On The Beach – by guest contributor Bob Passier

On the BeachBob Passier and I live in the same suburb and regularly meet in a local cafe to discuss what is happening in our lives and the world. He is a wonderful storyteller.

This is the first of many stories he is going to share here with you, as a guest contributor.

On the Beach

It really doesn’t get much better than this.

It’s one of those beautiful early autumn afternoons that Sydney turns on for us almost every year. The sun was shining down from the clear blue sky bathing the world (or at least my bit of it) in a warmth which made me feel content with my lot in life. Not a breath of breeze. You know that winter is trying to sneak in, but it hasn’t been successful. At least not yet. Its turn will come soon enough.

In the meantime it’s the sort of afternoon that is ideal for doing just what I’m doing. I’m enjoying short swims – only short ones because the water, unlike the air is starting to lose its summer warm and while it’s great to be in, after a while it does start to get a bit cool for comfort. 

When I get cool, I do what the lizards do. I retreat to a suitable warm surface, the sand, a grassy knoll, or even the right sort of rock and I sit or lay there until the sun has done its bit and I’m enjoying the warmth again. 

The beach is sparsely populated today. That’s most likely because it’s Wednesday, and most of the working population are doing just that – working. I’m a bit lucky. Things at work have been pretty hectic lately. We’re a small but very vibrant outfit with a culture of everybody just picking up and doing what needs to be done and nobody carrying on with the  “It’s not my job” rubbish. I’ve been putting in a lot of extra effort over the last few weeks because things have been so busy that I’ve been working all hours just to get it all done. Truth be told, some of my motivation is that I’m just a tiny bit in love with my boss and I love to please her. She, of course is madly in love with her husband of twelve years and she’s more than a little fond of their three children.

Speaking of the boss, you could have knocked me over with a feather when at about 12.30 she told me all of my extra effort was much appreciated and that I should take $50 out of the petty cash tin and have the rest of the day off. Wow!

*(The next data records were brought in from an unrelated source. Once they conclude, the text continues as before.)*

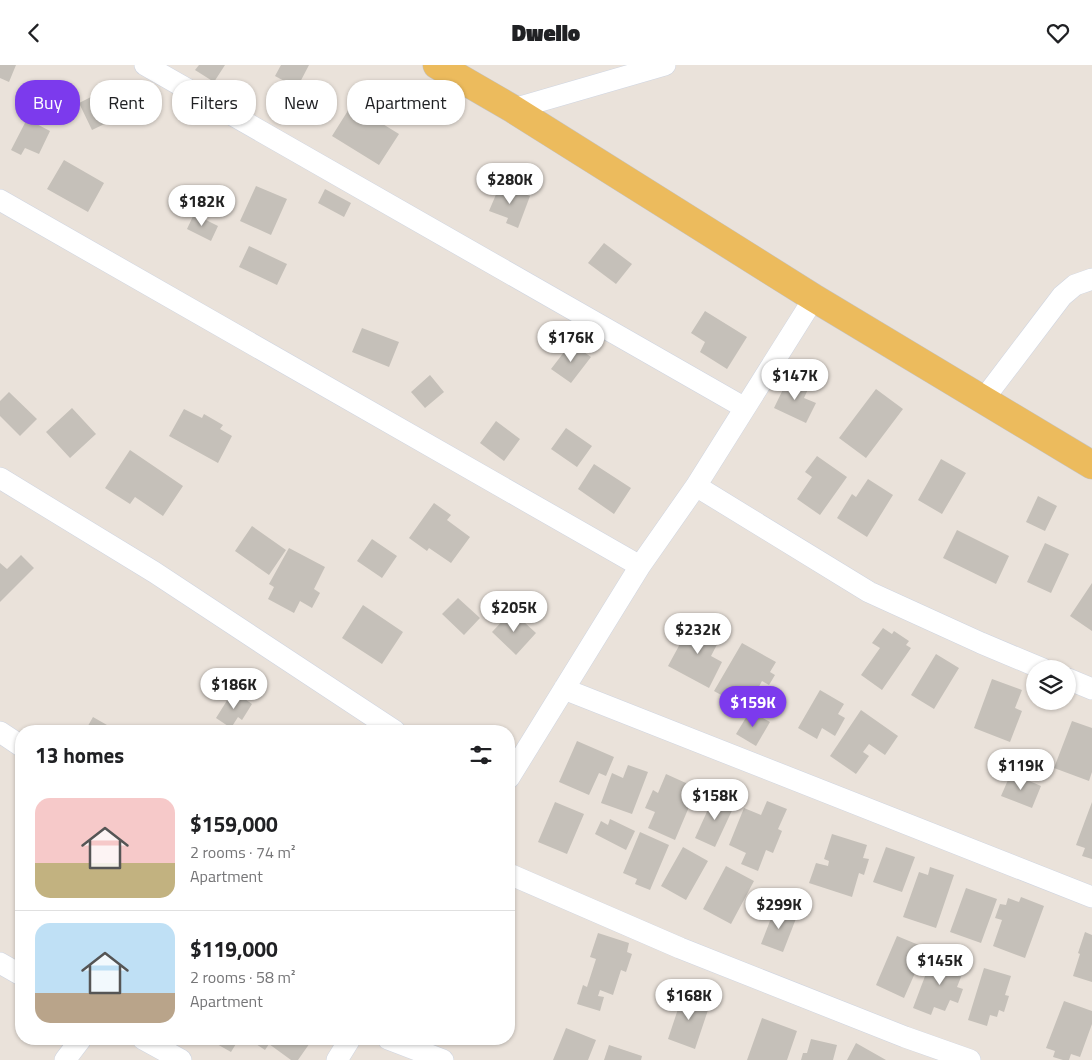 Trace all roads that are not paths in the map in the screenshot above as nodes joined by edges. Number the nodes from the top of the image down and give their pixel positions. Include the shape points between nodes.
1 (145, 65) edge
2 (438, 65) edge
3 (665, 65) edge
4 (513, 109) junction
5 (0, 200) edge
6 (1092, 279) edge
7 (814, 298) junction
8 (983, 400) junction
9 (745, 408) junction
10 (1092, 465) edge
11 (0, 478) edge
12 (696, 486) junction
13 (640, 566) junction
14 (1026, 662) edge
15 (1076, 682) edge
16 (564, 689) junction
17 (1092, 689) edge
18 (386, 725) edge
19 (0, 732) edge
20 (15, 742) edge
21 (515, 768) edge
22 (515, 877) edge
23 (1092, 897) edge
24 (0, 963) edge
25 (15, 972) edge
26 (76, 1045) edge
27 (154, 1045) edge
28 (346, 1045) edge
29 (404, 1045) edge
30 (65, 1060) edge
31 (181, 1060) edge
32 (337, 1060) edge
33 (443, 1060) edge
34 (970, 1060) edge

1 - 9 street
2 - 4 main road
3 - 4 street
4 - 7 main road
5 - 13 street
6 - 8 street via 1075,285 1062,296
7 - 8 main road
7 - 9 street
8 - 10 main road
9 - 12 street
11 - 18 street via 154,572
12 - 13 street
12 - 14 street via 869,593
13 - 16 street
15 - 17 street
16 - 21 street
16 - 23 street
19 - 20 street
22 - 34 street via 680,947
24 - 25 street
26 - 30 street
27 - 31 street
28 - 32 street
29 - 33 street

Let me tell you, there aren’t too many like her around.

I couldn’t think of a better way of using the afternoon than spending it on Camp Cove beach. 

Two or three hours of Camp Coving and I’ll be ready for a couple of drinks at the Watson’s Bay Hotel courtesy of the boss, maybe some of their famous fish and chips and then an early night.

Camp Cove is a harbour beach and the water is very user friendly for those of us who don’t particularly like battling big (or small) surf. From the beach you can take in the activity on the harbour: the sailing boats with their spinnakers up battling it out in the regular Wednesday races from the Cruising Yacht Club; The odd luxury cruiser with the champagne set on board, their body language saying “Look at me, Look at me”. A couple of jet skis (didn’t think they were allowed in the harbour any more) making more noise than they ought to and giving the fishermen in their tinnies apoplexy.  There’s also the interesting boats: the working boats, the pilot boats, occasionally a cruise ship. There was a time when you would see cargo ships on a regular basis.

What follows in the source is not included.